(Saved data entries)
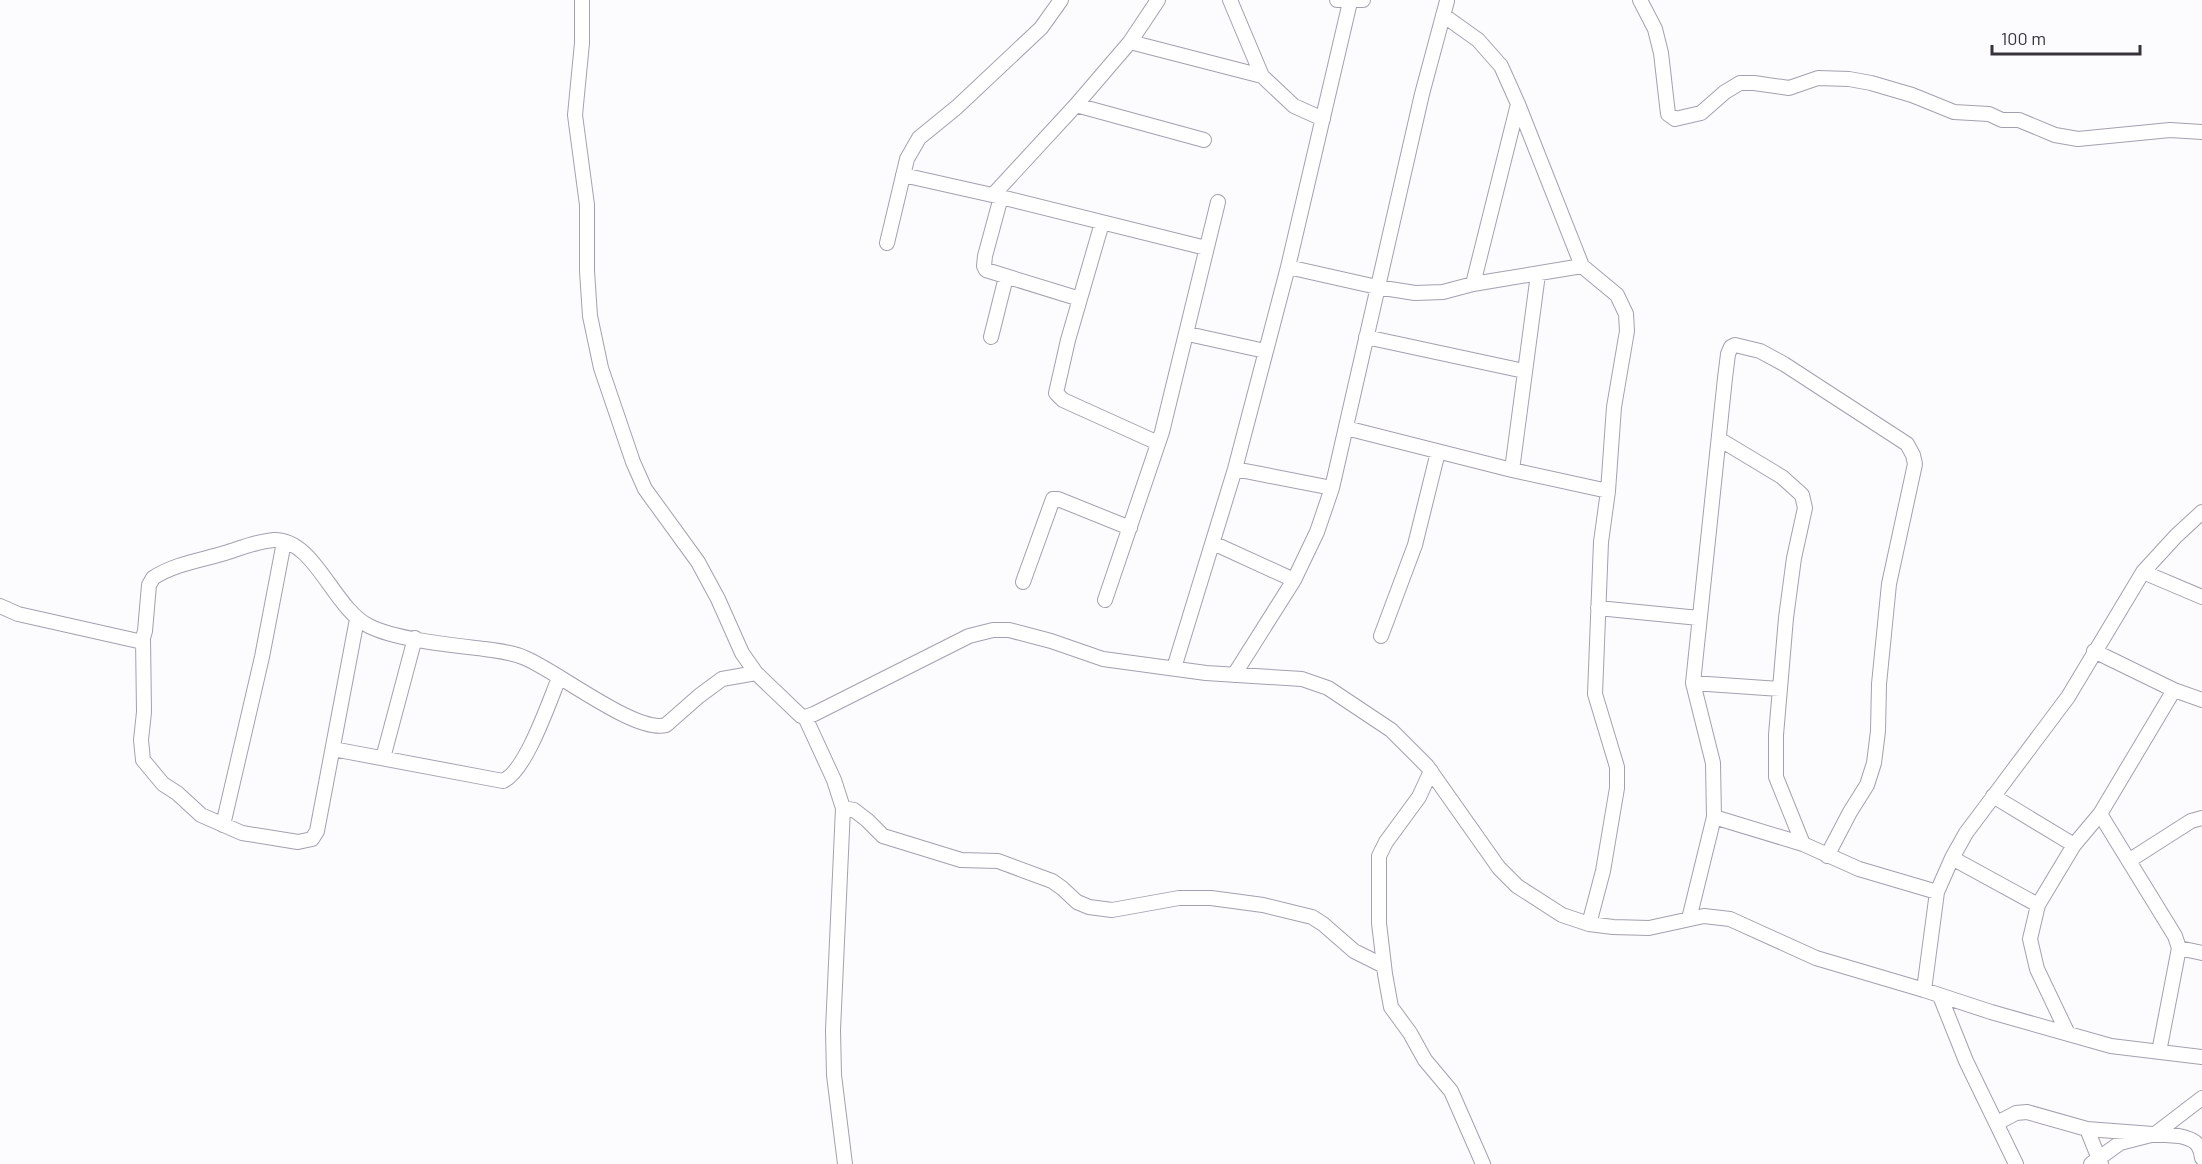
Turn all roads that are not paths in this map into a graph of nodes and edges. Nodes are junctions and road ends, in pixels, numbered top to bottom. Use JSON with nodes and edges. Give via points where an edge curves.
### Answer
{"nodes":[{"id":1,"x":582,"y":0,"type":"edge"},
{"id":2,"x":1060,"y":0,"type":"edge"},
{"id":3,"x":1158,"y":0,"type":"edge"},
{"id":4,"x":1230,"y":0,"type":"edge"},
{"id":5,"x":1350,"y":0,"type":"edge"},
{"id":6,"x":1435,"y":0,"type":"edge"},
{"id":7,"x":1451,"y":0,"type":"edge"},
{"id":8,"x":1640,"y":0,"type":"edge"},
{"id":9,"x":1447,"y":1,"type":"edge"},
{"id":10,"x":1443,"y":15,"type":"junction"},
{"id":11,"x":1130,"y":42,"type":"junction"},
{"id":12,"x":1262,"y":76,"type":"junction"},
{"id":13,"x":1518,"y":104,"type":"junction"},
{"id":14,"x":1076,"y":105,"type":"junction"},
{"id":15,"x":1323,"y":119,"type":"junction"},
{"id":16,"x":2202,"y":132,"type":"edge"},
{"id":17,"x":1204,"y":140,"type":"dead end"},
{"id":18,"x":903,"y":175,"type":"junction"},
{"id":19,"x":997,"y":196,"type":"junction"},
{"id":20,"x":1218,"y":201,"type":"dead end"},
{"id":21,"x":1102,"y":223,"type":"junction"},
{"id":22,"x":887,"y":243,"type":"dead end"},
{"id":23,"x":1206,"y":248,"type":"junction"},
{"id":24,"x":1582,"y":266,"type":"junction"},
{"id":25,"x":1288,"y":267,"type":"junction"},
{"id":26,"x":1538,"y":274,"type":"junction"},
{"id":27,"x":1006,"y":277,"type":"junction"},
{"id":28,"x":1473,"y":284,"type":"junction"},
{"id":29,"x":1377,"y":287,"type":"junction"},
{"id":30,"x":1080,"y":299,"type":"junction"},
{"id":31,"x":1188,"y":334,"type":"junction"},
{"id":32,"x":991,"y":336,"type":"dead end"},
{"id":33,"x":1366,"y":338,"type":"junction"},
{"id":34,"x":1265,"y":351,"type":"junction"},
{"id":35,"x":1524,"y":371,"type":"junction"},
{"id":36,"x":1346,"y":428,"type":"junction"},
{"id":37,"x":1719,"y":439,"type":"junction"},
{"id":38,"x":1158,"y":443,"type":"junction"},
{"id":39,"x":1438,"y":452,"type":"junction"},
{"id":40,"x":1235,"y":468,"type":"junction"},
{"id":41,"x":1512,"y":470,"type":"junction"},
{"id":42,"x":1332,"y":488,"type":"junction"},
{"id":43,"x":1608,"y":490,"type":"junction"},
{"id":44,"x":2202,"y":512,"type":"edge"},
{"id":45,"x":1130,"y":528,"type":"junction"},
{"id":46,"x":284,"y":542,"type":"junction"},
{"id":47,"x":1214,"y":543,"type":"junction"},
{"id":48,"x":2143,"y":572,"type":"junction"},
{"id":49,"x":1294,"y":580,"type":"junction"},
{"id":50,"x":1023,"y":582,"type":"dead end"},
{"id":51,"x":2202,"y":597,"type":"edge"},
{"id":52,"x":1105,"y":600,"type":"dead end"},
{"id":53,"x":0,"y":606,"type":"edge"},
{"id":54,"x":1599,"y":608,"type":"junction"},
{"id":55,"x":1699,"y":618,"type":"junction"},
{"id":56,"x":357,"y":619,"type":"junction"},
{"id":57,"x":1380,"y":636,"type":"dead end"},
{"id":58,"x":143,"y":638,"type":"junction"},
{"id":59,"x":415,"y":638,"type":"junction"},
{"id":60,"x":2094,"y":651,"type":"junction"},
{"id":61,"x":1174,"y":668,"type":"junction"},
{"id":62,"x":756,"y":673,"type":"junction"},
{"id":63,"x":1234,"y":675,"type":"junction"},
{"id":64,"x":559,"y":678,"type":"junction"},
{"id":65,"x":1694,"y":683,"type":"junction"},
{"id":66,"x":1780,"y":689,"type":"junction"},
{"id":67,"x":2174,"y":690,"type":"junction"},
{"id":68,"x":2202,"y":700,"type":"edge"},
{"id":69,"x":805,"y":717,"type":"junction"},
{"id":70,"x":333,"y":749,"type":"junction"},
{"id":71,"x":384,"y":758,"type":"junction"},
{"id":72,"x":1431,"y":771,"type":"junction"},
{"id":73,"x":1993,"y":796,"type":"junction"},
{"id":74,"x":843,"y":808,"type":"junction"},
{"id":75,"x":2100,"y":814,"type":"junction"},
{"id":76,"x":1714,"y":817,"type":"junction"},
{"id":77,"x":2202,"y":818,"type":"edge"},
{"id":78,"x":223,"y":825,"type":"junction"},
{"id":79,"x":1803,"y":844,"type":"junction"},
{"id":80,"x":2074,"y":845,"type":"junction"},
{"id":81,"x":1827,"y":856,"type":"junction"},
{"id":82,"x":1952,"y":858,"type":"junction"},
{"id":83,"x":2130,"y":860,"type":"junction"},
{"id":84,"x":1937,"y":892,"type":"junction"},
{"id":85,"x":2038,"y":905,"type":"junction"},
{"id":86,"x":1689,"y":919,"type":"junction"},
{"id":87,"x":1590,"y":924,"type":"junction"},
{"id":88,"x":2179,"y":948,"type":"junction"},
{"id":89,"x":2202,"y":953,"type":"edge"},
{"id":90,"x":1384,"y":966,"type":"junction"},
{"id":91,"x":1924,"y":990,"type":"junction"},
{"id":92,"x":1940,"y":996,"type":"junction"},
{"id":93,"x":2068,"y":1034,"type":"junction"},
{"id":94,"x":2159,"y":1052,"type":"junction"},
{"id":95,"x":2202,"y":1057,"type":"edge"},
{"id":96,"x":2202,"y":1098,"type":"edge"},
{"id":97,"x":1997,"y":1123,"type":"junction"},
{"id":98,"x":2087,"y":1129,"type":"junction"},
{"id":99,"x":2155,"y":1134,"type":"junction"},
{"id":100,"x":2202,"y":1158,"type":"edge"},
{"id":101,"x":2097,"y":1162,"type":"edge"},
{"id":102,"x":845,"y":1164,"type":"edge"},
{"id":103,"x":1483,"y":1164,"type":"edge"},
{"id":104,"x":2016,"y":1164,"type":"edge"}],
"edges":[{"from":1,"to":62,"type":"street","via":[[575,115],[587,205],[590,316],[601,368],[645,489],[698,562],[742,653]]},
{"from":2,"to":18,"type":"street","via":[[1041,28],[920,138],[907,159]]},
{"from":3,"to":11,"type":"street"},
{"from":4,"to":12,"type":"street"},
{"from":5,"to":15,"type":"street"},
{"from":6,"to":9,"type":"street"},
{"from":7,"to":9,"type":"street"},
{"from":8,"to":16,"type":"street","via":[[1654,29],[1665,75],[1666,110],[1675,119],[1701,113],[1740,83],[1789,88],[1818,78],[1849,78],[1912,95],[1954,112],[2019,120],[2055,135],[2078,139],[2170,130]]},
{"from":9,"to":10,"type":"street"},
{"from":10,"to":13,"type":"street","via":[[1479,40],[1501,66]]},
{"from":10,"to":29,"type":"street"},
{"from":11,"to":12,"type":"street"},
{"from":11,"to":14,"type":"street"},
{"from":12,"to":15,"type":"street","via":[[1293,106]]},
{"from":13,"to":24,"type":"street"},
{"from":13,"to":28,"type":"street"},
{"from":14,"to":17,"type":"street"},
{"from":14,"to":19,"type":"street"},
{"from":15,"to":25,"type":"street"},
{"from":18,"to":19,"type":"street"},
{"from":18,"to":22,"type":"street"},
{"from":19,"to":21,"type":"street"},
{"from":19,"to":27,"type":"street","via":[[984,266]]},
{"from":20,"to":23,"type":"street"},
{"from":21,"to":23,"type":"street"},
{"from":21,"to":30,"type":"street"},
{"from":23,"to":31,"type":"street"},
{"from":24,"to":26,"type":"street"},
{"from":24,"to":43,"type":"street","via":[[1617,295],[1626,314]]},
{"from":25,"to":29,"type":"street"},
{"from":25,"to":34,"type":"street"},
{"from":26,"to":28,"type":"street"},
{"from":26,"to":35,"type":"street"},
{"from":27,"to":30,"type":"street"},
{"from":27,"to":32,"type":"street"},
{"from":28,"to":29,"type":"street","via":[[1443,292],[1414,293]]},
{"from":29,"to":33,"type":"street"},
{"from":30,"to":38,"type":"street","via":[[1056,393],[1063,400]]},
{"from":31,"to":34,"type":"street"},
{"from":31,"to":38,"type":"street"},
{"from":33,"to":35,"type":"street"},
{"from":33,"to":36,"type":"street"},
{"from":34,"to":40,"type":"street"},
{"from":35,"to":41,"type":"street"},
{"from":36,"to":39,"type":"street"},
{"from":36,"to":42,"type":"street"},
{"from":37,"to":55,"type":"street"},
{"from":37,"to":66,"type":"street","via":[[1782,477],[1802,495],[1805,508],[1794,558]]},
{"from":37,"to":81,"type":"street","via":[[1728,354],[1735,345],[1760,351],[1809,378],[1907,444],[1913,455],[1915,464],[1889,584],[1874,763],[1868,785]]},
{"from":38,"to":45,"type":"street"},
{"from":39,"to":41,"type":"street"},
{"from":39,"to":57,"type":"street","via":[[1414,545]]},
{"from":40,"to":42,"type":"street"},
{"from":40,"to":47,"type":"street"},
{"from":41,"to":43,"type":"street"},
{"from":42,"to":49,"type":"street"},
{"from":43,"to":54,"type":"street","via":[[1601,542]]},
{"from":44,"to":48,"type":"street"},
{"from":45,"to":50,"type":"street","via":[[1053,499]]},
{"from":45,"to":52,"type":"street"},
{"from":46,"to":56,"type":"street","via":[[293,544],[308,558]]},
{"from":46,"to":58,"type":"street","via":[[258,543],[172,568],[153,578]]},
{"from":46,"to":78,"type":"street"},
{"from":47,"to":49,"type":"street"},
{"from":47,"to":61,"type":"street"},
{"from":48,"to":51,"type":"street"},
{"from":48,"to":60,"type":"street"},
{"from":49,"to":63,"type":"street"},
{"from":53,"to":58,"type":"street","via":[[114,637],[138,641]]},
{"from":54,"to":55,"type":"street"},
{"from":54,"to":87,"type":"street","via":[[1595,694],[1617,767],[1617,788]]},
{"from":55,"to":65,"type":"street"},
{"from":56,"to":59,"type":"street","via":[[370,627]]},
{"from":56,"to":70,"type":"street"},
{"from":58,"to":78,"type":"street","via":[[143,760],[163,784],[201,815]]},
{"from":59,"to":64,"type":"street","via":[[523,657]]},
{"from":59,"to":71,"type":"street"},
{"from":60,"to":67,"type":"street"},
{"from":60,"to":73,"type":"street","via":[[2068,697]]},
{"from":61,"to":63,"type":"street"},
{"from":61,"to":69,"type":"street","via":[[1103,659],[1051,641],[993,630],[969,636]]},
{"from":62,"to":64,"type":"street","via":[[722,679],[660,727],[629,717]]},
{"from":62,"to":69,"type":"street"},
{"from":63,"to":72,"type":"street","via":[[1302,679],[1328,688],[1391,730]]},
{"from":64,"to":71,"type":"street","via":[[535,735],[511,778],[478,778]]},
{"from":65,"to":66,"type":"street"},
{"from":65,"to":76,"type":"street","via":[[1713,763]]},
{"from":66,"to":79,"type":"street","via":[[1776,777]]},
{"from":67,"to":68,"type":"street"},
{"from":67,"to":75,"type":"street"},
{"from":69,"to":74,"type":"street"},
{"from":70,"to":71,"type":"street"},
{"from":70,"to":78,"type":"street","via":[[317,831],[312,839],[273,839]]},
{"from":72,"to":87,"type":"street","via":[[1499,868],[1517,886],[1562,915]]},
{"from":72,"to":90,"type":"street","via":[[1419,797],[1379,856],[1379,923]]},
{"from":73,"to":80,"type":"street"},
{"from":73,"to":82,"type":"street"},
{"from":74,"to":90,"type":"street","via":[[854,810],[883,836],[961,860],[998,861],[1052,882],[1089,907],[1112,910],[1179,898],[1211,898],[1312,917],[1354,951]]},
{"from":74,"to":102,"type":"street","via":[[833,1030],[834,1075]]},
{"from":75,"to":80,"type":"street"},
{"from":75,"to":83,"type":"street"},
{"from":76,"to":79,"type":"street"},
{"from":76,"to":86,"type":"street"},
{"from":77,"to":83,"type":"street"},
{"from":79,"to":81,"type":"street"},
{"from":80,"to":85,"type":"street"},
{"from":81,"to":84,"type":"street"},
{"from":82,"to":84,"type":"street"},
{"from":82,"to":85,"type":"street"},
{"from":83,"to":88,"type":"street"},
{"from":84,"to":91,"type":"street"},
{"from":85,"to":93,"type":"street","via":[[2030,939],[2037,969]]},
{"from":86,"to":87,"type":"street","via":[[1649,928]]},
{"from":86,"to":91,"type":"street","via":[[1730,919],[1816,958]]},
{"from":88,"to":89,"type":"street"},
{"from":88,"to":94,"type":"street"},
{"from":90,"to":103,"type":"street","via":[[1391,1007],[1425,1060],[1451,1091]]},
{"from":91,"to":92,"type":"street"},
{"from":92,"to":93,"type":"street"},
{"from":92,"to":97,"type":"street"},
{"from":93,"to":94,"type":"street","via":[[2112,1046]]},
{"from":94,"to":95,"type":"street"},
{"from":96,"to":99,"type":"street"},
{"from":97,"to":98,"type":"street","via":[[2027,1112]]},
{"from":97,"to":104,"type":"street"},
{"from":98,"to":99,"type":"street"},
{"from":98,"to":101,"type":"street"},
{"from":99,"to":100,"type":"street","via":[[2192,1138],[2201,1148]]},
{"from":99,"to":101,"type":"street","via":[[2120,1143]]}]}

Work instructions:
In the records above, locate the lines holding the word "dead". Copy each of them.

Exercise answer:
{"id":17,"x":1204,"y":140,"type":"dead end"},
{"id":20,"x":1218,"y":201,"type":"dead end"},
{"id":22,"x":887,"y":243,"type":"dead end"},
{"id":32,"x":991,"y":336,"type":"dead end"},
{"id":50,"x":1023,"y":582,"type":"dead end"},
{"id":52,"x":1105,"y":600,"type":"dead end"},
{"id":57,"x":1380,"y":636,"type":"dead end"},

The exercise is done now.